> **Data section**
---*---

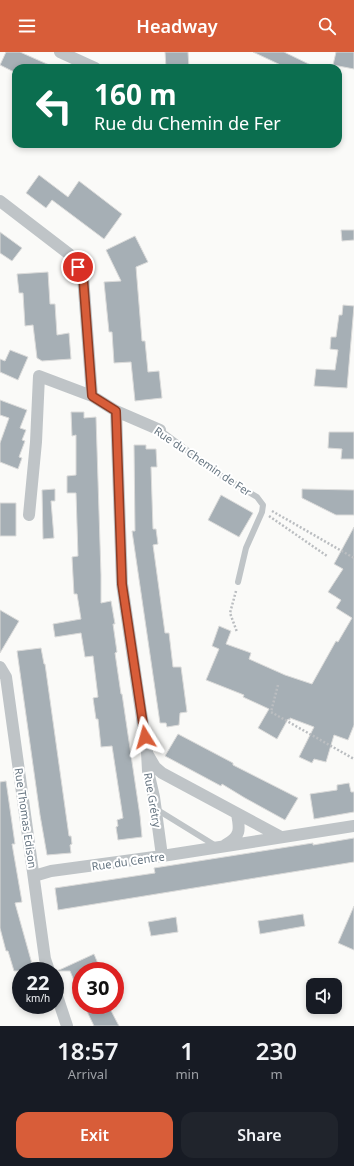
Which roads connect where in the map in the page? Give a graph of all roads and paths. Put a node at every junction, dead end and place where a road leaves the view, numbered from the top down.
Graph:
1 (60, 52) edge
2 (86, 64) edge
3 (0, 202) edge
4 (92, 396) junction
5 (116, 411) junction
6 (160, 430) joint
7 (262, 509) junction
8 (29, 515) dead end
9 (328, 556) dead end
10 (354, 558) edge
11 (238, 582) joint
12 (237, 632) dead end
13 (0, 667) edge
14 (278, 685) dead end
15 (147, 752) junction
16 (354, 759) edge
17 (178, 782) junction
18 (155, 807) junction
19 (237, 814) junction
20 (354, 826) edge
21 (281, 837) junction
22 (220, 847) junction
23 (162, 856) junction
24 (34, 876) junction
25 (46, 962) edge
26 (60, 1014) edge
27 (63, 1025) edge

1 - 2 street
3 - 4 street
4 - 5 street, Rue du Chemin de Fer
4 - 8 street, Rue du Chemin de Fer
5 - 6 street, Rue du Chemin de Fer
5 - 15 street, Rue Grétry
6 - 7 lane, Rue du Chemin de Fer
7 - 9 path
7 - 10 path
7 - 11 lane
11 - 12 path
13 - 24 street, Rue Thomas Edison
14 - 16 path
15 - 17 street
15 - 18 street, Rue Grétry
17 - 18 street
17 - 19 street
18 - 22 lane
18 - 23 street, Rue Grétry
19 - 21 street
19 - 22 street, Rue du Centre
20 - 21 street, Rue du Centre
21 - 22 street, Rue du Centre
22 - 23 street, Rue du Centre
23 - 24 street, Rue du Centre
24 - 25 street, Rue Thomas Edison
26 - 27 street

---*---

> **What this task involves**
Would you please transcribe the listing in full, exactly, while omitting the images?

> **Task result**
Which roads connect where in the map in the page? Give a graph of all roads and paths. Put a node at every junction, dead end and place where a road leaves the view, numbered from the top down.
Graph:
1 (60, 52) edge
2 (86, 64) edge
3 (0, 202) edge
4 (92, 396) junction
5 (116, 411) junction
6 (160, 430) joint
7 (262, 509) junction
8 (29, 515) dead end
9 (328, 556) dead end
10 (354, 558) edge
11 (238, 582) joint
12 (237, 632) dead end
13 (0, 667) edge
14 (278, 685) dead end
15 (147, 752) junction
16 (354, 759) edge
17 (178, 782) junction
18 (155, 807) junction
19 (237, 814) junction
20 (354, 826) edge
21 (281, 837) junction
22 (220, 847) junction
23 (162, 856) junction
24 (34, 876) junction
25 (46, 962) edge
26 (60, 1014) edge
27 (63, 1025) edge

1 - 2 street
3 - 4 street
4 - 5 street, Rue du Chemin de Fer
4 - 8 street, Rue du Chemin de Fer
5 - 6 street, Rue du Chemin de Fer
5 - 15 street, Rue Grétry
6 - 7 lane, Rue du Chemin de Fer
7 - 9 path
7 - 10 path
7 - 11 lane
11 - 12 path
13 - 24 street, Rue Thomas Edison
14 - 16 path
15 - 17 street
15 - 18 street, Rue Grétry
17 - 18 street
17 - 19 street
18 - 22 lane
18 - 23 street, Rue Grétry
19 - 21 street
19 - 22 street, Rue du Centre
20 - 21 street, Rue du Centre
21 - 22 street, Rue du Centre
22 - 23 street, Rue du Centre
23 - 24 street, Rue du Centre
24 - 25 street, Rue Thomas Edison
26 - 27 street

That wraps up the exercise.